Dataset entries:
======
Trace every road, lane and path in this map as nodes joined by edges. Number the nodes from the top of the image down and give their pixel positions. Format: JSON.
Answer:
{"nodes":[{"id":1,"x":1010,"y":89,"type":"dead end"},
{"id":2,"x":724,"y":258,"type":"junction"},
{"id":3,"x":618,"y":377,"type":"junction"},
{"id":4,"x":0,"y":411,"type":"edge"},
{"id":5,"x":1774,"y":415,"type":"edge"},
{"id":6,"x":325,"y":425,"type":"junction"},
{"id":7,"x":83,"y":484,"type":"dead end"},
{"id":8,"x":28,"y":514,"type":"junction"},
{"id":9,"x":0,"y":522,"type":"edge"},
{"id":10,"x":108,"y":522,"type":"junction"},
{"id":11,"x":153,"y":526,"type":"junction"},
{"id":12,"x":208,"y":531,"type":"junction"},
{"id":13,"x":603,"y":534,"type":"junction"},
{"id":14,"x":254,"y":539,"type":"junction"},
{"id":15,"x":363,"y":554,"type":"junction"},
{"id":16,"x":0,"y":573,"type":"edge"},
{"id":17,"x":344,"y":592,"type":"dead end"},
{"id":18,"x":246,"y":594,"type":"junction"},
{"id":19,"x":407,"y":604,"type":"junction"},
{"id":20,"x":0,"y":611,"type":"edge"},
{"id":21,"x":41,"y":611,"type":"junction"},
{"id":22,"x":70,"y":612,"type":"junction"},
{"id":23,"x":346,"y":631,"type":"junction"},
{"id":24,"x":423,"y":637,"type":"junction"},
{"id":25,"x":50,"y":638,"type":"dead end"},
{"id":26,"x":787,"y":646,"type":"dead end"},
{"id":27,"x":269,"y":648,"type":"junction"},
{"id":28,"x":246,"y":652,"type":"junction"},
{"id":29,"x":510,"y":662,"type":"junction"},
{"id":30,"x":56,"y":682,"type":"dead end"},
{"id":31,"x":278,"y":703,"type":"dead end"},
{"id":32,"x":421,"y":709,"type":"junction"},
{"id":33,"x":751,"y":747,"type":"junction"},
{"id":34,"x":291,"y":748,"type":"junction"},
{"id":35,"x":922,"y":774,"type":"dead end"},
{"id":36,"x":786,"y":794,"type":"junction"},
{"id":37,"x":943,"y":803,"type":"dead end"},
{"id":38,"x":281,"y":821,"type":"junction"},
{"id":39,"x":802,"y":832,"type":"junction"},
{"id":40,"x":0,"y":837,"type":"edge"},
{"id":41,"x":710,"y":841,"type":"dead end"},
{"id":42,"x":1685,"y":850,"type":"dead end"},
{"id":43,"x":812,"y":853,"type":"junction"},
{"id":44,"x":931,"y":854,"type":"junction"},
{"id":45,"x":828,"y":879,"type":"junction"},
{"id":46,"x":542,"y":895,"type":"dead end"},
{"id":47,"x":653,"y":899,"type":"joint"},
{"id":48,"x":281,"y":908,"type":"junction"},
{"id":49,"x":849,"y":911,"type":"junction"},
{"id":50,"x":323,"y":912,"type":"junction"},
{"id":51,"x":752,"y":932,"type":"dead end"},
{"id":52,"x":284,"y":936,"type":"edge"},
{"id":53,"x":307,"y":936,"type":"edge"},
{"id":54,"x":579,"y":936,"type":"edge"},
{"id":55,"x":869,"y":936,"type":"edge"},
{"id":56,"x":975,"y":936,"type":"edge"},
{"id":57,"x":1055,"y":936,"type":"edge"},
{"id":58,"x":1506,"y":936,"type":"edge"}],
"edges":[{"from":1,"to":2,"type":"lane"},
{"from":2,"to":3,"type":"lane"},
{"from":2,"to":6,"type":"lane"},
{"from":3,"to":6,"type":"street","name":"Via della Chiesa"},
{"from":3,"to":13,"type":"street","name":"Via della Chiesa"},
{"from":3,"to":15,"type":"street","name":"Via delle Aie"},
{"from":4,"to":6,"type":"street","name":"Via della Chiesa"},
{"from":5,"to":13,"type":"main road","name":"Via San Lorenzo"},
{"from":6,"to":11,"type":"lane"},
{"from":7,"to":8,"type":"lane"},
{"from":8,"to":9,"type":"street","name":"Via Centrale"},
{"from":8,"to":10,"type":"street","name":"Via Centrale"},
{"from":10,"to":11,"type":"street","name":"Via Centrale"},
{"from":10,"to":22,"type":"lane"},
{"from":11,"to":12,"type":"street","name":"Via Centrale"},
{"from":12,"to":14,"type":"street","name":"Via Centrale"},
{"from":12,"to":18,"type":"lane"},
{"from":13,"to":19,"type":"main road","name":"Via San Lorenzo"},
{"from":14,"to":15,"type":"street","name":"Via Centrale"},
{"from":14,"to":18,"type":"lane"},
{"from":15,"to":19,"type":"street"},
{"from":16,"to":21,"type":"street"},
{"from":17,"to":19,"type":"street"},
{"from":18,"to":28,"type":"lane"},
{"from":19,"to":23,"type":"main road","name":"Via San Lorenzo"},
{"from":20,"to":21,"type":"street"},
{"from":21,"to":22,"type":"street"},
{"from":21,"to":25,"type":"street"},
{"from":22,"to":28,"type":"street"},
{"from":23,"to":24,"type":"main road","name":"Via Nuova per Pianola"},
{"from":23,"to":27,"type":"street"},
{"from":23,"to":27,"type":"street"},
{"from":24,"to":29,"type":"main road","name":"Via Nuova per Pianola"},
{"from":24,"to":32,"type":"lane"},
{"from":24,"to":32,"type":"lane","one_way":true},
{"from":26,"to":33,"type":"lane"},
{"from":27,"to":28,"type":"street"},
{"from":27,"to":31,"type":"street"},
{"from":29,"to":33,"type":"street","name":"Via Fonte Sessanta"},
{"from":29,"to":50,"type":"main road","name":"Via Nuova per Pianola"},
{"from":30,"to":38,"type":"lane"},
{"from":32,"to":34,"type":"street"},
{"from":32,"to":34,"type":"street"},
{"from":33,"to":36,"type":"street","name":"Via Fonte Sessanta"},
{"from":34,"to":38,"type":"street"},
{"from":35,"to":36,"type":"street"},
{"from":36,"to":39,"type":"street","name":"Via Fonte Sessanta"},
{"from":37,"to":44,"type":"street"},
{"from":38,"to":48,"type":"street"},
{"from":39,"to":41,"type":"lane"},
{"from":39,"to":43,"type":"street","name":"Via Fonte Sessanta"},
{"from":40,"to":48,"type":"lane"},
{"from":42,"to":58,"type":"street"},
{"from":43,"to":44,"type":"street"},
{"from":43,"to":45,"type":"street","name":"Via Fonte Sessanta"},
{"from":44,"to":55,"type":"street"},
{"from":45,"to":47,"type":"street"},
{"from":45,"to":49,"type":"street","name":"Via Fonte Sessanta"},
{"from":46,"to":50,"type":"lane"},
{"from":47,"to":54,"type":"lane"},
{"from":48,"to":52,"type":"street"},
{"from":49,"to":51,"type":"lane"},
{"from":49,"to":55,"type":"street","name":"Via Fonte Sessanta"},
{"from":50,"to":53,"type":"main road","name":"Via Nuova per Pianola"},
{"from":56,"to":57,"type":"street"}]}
======
If a line in the records includes the string "road", copy it.

Trace every road, lane and path in this map as nodes joined by edges. Number the nodes from the top of the image down and give their pixel positions. Format: JSON.
{"from":5,"to":13,"type":"main road","name":"Via San Lorenzo"},
{"from":13,"to":19,"type":"main road","name":"Via San Lorenzo"},
{"from":19,"to":23,"type":"main road","name":"Via San Lorenzo"},
{"from":23,"to":24,"type":"main road","name":"Via Nuova per Pianola"},
{"from":24,"to":29,"type":"main road","name":"Via Nuova per Pianola"},
{"from":29,"to":50,"type":"main road","name":"Via Nuova per Pianola"},
{"from":50,"to":53,"type":"main road","name":"Via Nuova per Pianola"},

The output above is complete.